Climate, rice & the impact
of the water


Mizu, Kome, Waza

Or in other words – water, rice and expertise. Water and rice are the primary components of sake. Regulations for the top appellations are in fact extremely strict: apart from rice, water, the koji-kin mould, yeast, some lactic acid to clean the bottom of the tank and possibly some neutral spirit, but in very limited quantities, it is forbidden to add anything else. No preservatives can be added and, unlike wine, there are no sulphites in sake – for over 450 years, sake has been stabilised using pasteurisation.

In addition to the quality of the ingredients, the expertise (or waza in Japanese) of the master sake brewer (toji) is crucial, considering the many processes involved in brewing sake. These begin with the preparation of the rice before fermentation (polishing, washing, soaking and steaming), then that of the koji (rice that has been inoculated and transformed by the koji-kin mold, a complex process lasting two days), the yeast starter, the main fermentation and all the post-fermentation processes (pressing, double pasteurisation, fine filtering with active charcoal, maturation and so on).

But the specific features of the sake brewing process stem from the principle of multiple, concurrent fermentations where in the same tank and at the same time, starch from the rice is turned into sugar (by the enzymes from the koji) and the sugar into alcohol and carbon dioxide by the yeast.

The aromatic and flavour complexity of sake comes from this method of brewing that is unique amongst fermented drinks.

How to drink

In recent years, sake has garnered international acclaim, partly because of the increased popularity of Japanese cuisine worldwide but also due to the unique ceremonial surrounding it.

Sake can be drunk chilled, at room temperature or heated depending on personal preference, the style of sake and the season. It is traditionally drunk from a wide variety of cups or a masu, a small box originally used for measuring rice and comes in a wide range of styles: in addition to the ordinary version, there are eight varieties of special designation sakes.

But sake is more than just a drink – it epitomises Japanese heritage, culture and lifestyle, with its distinctive nobility, refinement and elegance.


95% of Japanese sake is still consumed locally but exports are becoming increasingly prominent as sake gains traction outside Japan.
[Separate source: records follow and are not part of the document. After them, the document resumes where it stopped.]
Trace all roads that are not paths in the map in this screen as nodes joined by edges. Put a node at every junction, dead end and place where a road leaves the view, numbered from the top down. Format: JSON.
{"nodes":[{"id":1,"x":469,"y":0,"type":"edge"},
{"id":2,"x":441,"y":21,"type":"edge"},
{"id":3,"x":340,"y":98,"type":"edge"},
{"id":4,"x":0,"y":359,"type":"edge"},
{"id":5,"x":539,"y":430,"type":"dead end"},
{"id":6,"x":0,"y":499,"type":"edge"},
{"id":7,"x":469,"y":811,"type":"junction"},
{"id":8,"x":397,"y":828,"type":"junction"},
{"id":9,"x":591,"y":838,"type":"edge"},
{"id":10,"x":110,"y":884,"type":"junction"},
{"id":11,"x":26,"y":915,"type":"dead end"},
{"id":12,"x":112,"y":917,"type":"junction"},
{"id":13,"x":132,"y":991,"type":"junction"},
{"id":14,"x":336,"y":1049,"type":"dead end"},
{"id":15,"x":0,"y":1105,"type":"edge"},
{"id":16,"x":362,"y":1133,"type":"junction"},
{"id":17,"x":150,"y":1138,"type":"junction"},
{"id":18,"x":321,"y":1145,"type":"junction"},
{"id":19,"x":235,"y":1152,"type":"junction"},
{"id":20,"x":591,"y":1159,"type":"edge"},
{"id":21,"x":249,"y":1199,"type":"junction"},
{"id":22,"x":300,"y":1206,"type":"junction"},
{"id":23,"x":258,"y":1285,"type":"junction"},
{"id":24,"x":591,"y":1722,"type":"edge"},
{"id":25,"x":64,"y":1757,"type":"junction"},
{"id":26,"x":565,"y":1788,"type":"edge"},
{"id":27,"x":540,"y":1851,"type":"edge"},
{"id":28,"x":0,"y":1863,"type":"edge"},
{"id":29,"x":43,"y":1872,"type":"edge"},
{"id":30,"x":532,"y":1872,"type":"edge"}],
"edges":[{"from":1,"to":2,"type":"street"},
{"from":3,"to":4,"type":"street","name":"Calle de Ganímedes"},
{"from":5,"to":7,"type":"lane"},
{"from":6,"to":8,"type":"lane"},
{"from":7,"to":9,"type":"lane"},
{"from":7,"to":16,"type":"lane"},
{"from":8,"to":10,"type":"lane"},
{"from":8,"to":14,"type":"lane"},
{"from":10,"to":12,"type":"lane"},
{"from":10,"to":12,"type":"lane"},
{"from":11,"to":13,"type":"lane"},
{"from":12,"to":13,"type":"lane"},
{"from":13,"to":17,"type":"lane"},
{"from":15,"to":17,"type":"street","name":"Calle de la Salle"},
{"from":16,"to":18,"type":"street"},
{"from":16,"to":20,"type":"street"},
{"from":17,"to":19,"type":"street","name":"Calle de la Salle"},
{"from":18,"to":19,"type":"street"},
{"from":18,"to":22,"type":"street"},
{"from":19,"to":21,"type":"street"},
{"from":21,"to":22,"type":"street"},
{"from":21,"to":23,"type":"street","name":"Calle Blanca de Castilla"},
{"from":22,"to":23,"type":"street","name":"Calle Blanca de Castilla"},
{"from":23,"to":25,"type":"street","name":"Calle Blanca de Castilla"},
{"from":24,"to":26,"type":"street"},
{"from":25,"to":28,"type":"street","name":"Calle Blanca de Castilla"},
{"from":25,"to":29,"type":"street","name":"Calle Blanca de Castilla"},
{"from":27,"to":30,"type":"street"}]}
Asia is the leading export market for Japanese sake. In 2019 China, Hong Kong, Taiwan and South Korea’s market share totalled 59% (despite a 10.1% drop in 2019).
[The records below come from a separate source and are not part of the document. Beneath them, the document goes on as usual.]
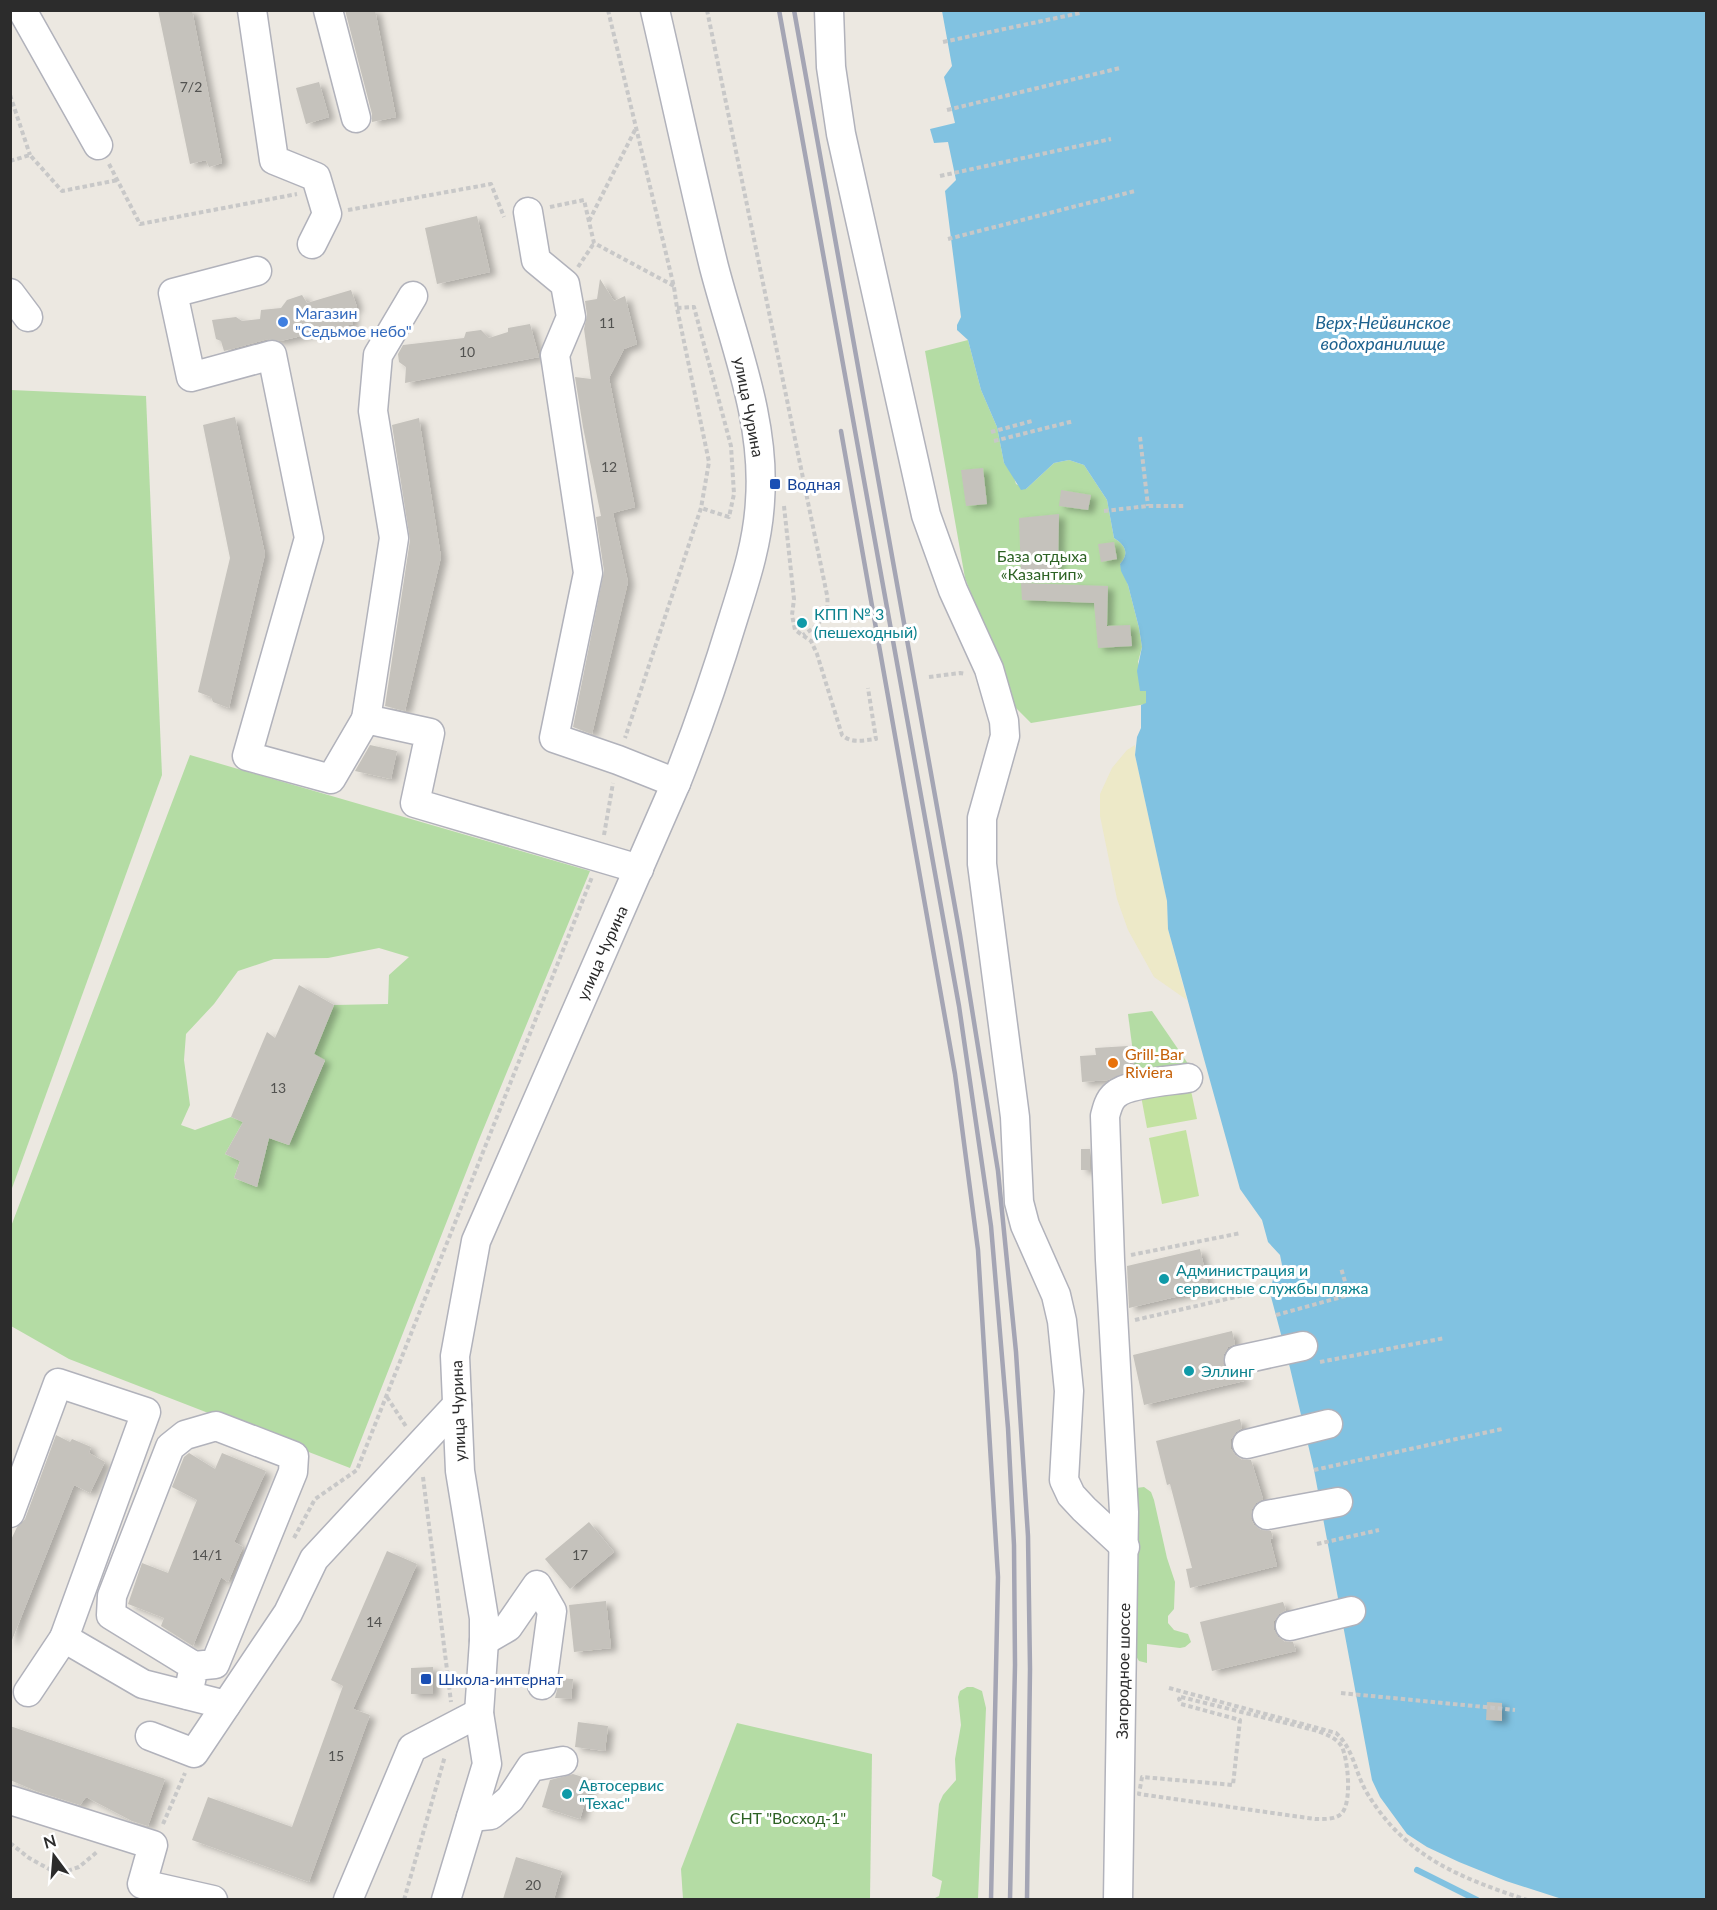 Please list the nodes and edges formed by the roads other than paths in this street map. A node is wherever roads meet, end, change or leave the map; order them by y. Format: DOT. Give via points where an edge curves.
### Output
graph roads {
  1 [pos="22,10"];
  2 [pos="252,10"];
  3 [pos="328,10"];
  4 [pos="655,10"];
  5 [pos="829,10"];
  6 [pos="356,118"];
  7 [pos="98,146"];
  8 [pos="527,212"];
  9 [pos="312,244"];
  10 [pos="256,271"];
  11 [pos="10,293"];
  12 [pos="413,296"];
  13 [pos="28,317"];
  14 [pos="366,719"];
  15 [pos="676,783"];
  16 [pos="639,869"];
  17 [pos="1188,1078"];
  18 [pos="1307,1355"];
  19 [pos="1239,1360"];
  20 [pos="457,1405"];
  21 [pos="1328,1424"];
  22 [pos="1247,1444"];
  23 [pos="1338,1502"];
  24 [pos="10,1514"];
  25 [pos="1267,1515"];
  26 [pos="1125,1547"];
  27 [pos="1351,1611"];
  28 [pos="1290,1626"];
  29 [pos="64,1638"];
  30 [pos="484,1641"];
  31 [pos="194,1666"];
  32 [pos="542,1685"];
  33 [pos="28,1692"];
  34 [pos="188,1695"];
  35 [pos="226,1705"];
  36 [pos="479,1713"];
  37 [pos="150,1736"];
  38 [pos="563,1761"];
  39 [pos="10,1800"];
  40 [pos="471,1817"];
  41 [pos="213,1899"];
  42 [pos="348,1899"];
  43 [pos="446,1899"];
  44 [pos="1118,1899"];
  1 -- 7 [label="street"];
  2 -- 9 [label="street" via="274,160 316,177 327,214"];
  3 -- 6 [label="street"];
  4 -- 15 [label="street, улица Чурина" via="714,267 746,376 758,440 747,497 755,543 696,732"];
  5 -- 26 [label="street" via="831,67 840,134 926,515 953,590 989,669 1004,722 1005,736 982,818 982,855 1015,1117 1019,1202 1025,1225 1056,1294 1062,1321 1069,1391 1064,1480 1071,1496"];
  8 -- 15 [label="street" via="536,260 566,284 571,317 555,355 588,573 554,738"];
  10 -- 14 [label="street" via="173,293 191,377 272,355 309,538 247,756 331,779"];
  11 -- 13 [label="street"];
  12 -- 14 [label="street" via="378,355 373,411 394,538"];
  14 -- 16 [label="street" via="430,732 415,803"];
  15 -- 16 [label="street, улица Чурина"];
  16 -- 20 [label="street, улица Чурина" via="476,1241 455,1356"];
  17 -- 26 [label="street, Загородное шоссе" via="1120,1091 1108,1104 1105,1116"];
  18 -- 19 [label="street"];
  20 -- 30 [label="street, улица Чурина" via="460,1470 484,1618"];
  20 -- 35 [label="street" via="314,1559 288,1614"];
  21 -- 22 [label="street"];
  23 -- 25 [label="street"];
  24 -- 29 [label="street" via="58,1383 146,1412"];
  26 -- 44 [label="street, Загородное шоссе"];
  27 -- 28 [label="street"];
  29 -- 33 [label="street"];
  29 -- 34 [label="street" via="143,1684"];
  30 -- 32 [label="street" via="508,1627 537,1585 552,1611"];
  30 -- 36 [label="street, улица Чурина"];
  31 -- 31 [label="street" via="215,1664 293,1472 294,1456 216,1426 185,1435 170,1447 112,1596 111,1615"];
  31 -- 34 [label="street"];
  34 -- 35 [label="street"];
  35 -- 37 [label="street" via="194,1754"];
  36 -- 40 [label="street, улица Чурина" via="487,1764"];
  36 -- 42 [label="street" via="411,1748"];
  38 -- 40 [label="street" via="531,1767 510,1798 491,1815"];
  39 -- 41 [label="street" via="153,1845 142,1884"];
  40 -- 43 [label="street, улица Чурина"];
}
North America follows with 29% (26% USA, 3% Canada). After spectacular growth, the market is now expanding at a slower pace (+7.9% en 2019) and North America has dropped 5% over the past 10 years. Europe is in third place with 9% of sake exports. France, Italy, Germany and the United Kingdom are the most dynamic markets but new countries are emerging, including Spain, Belgium and Switzerland.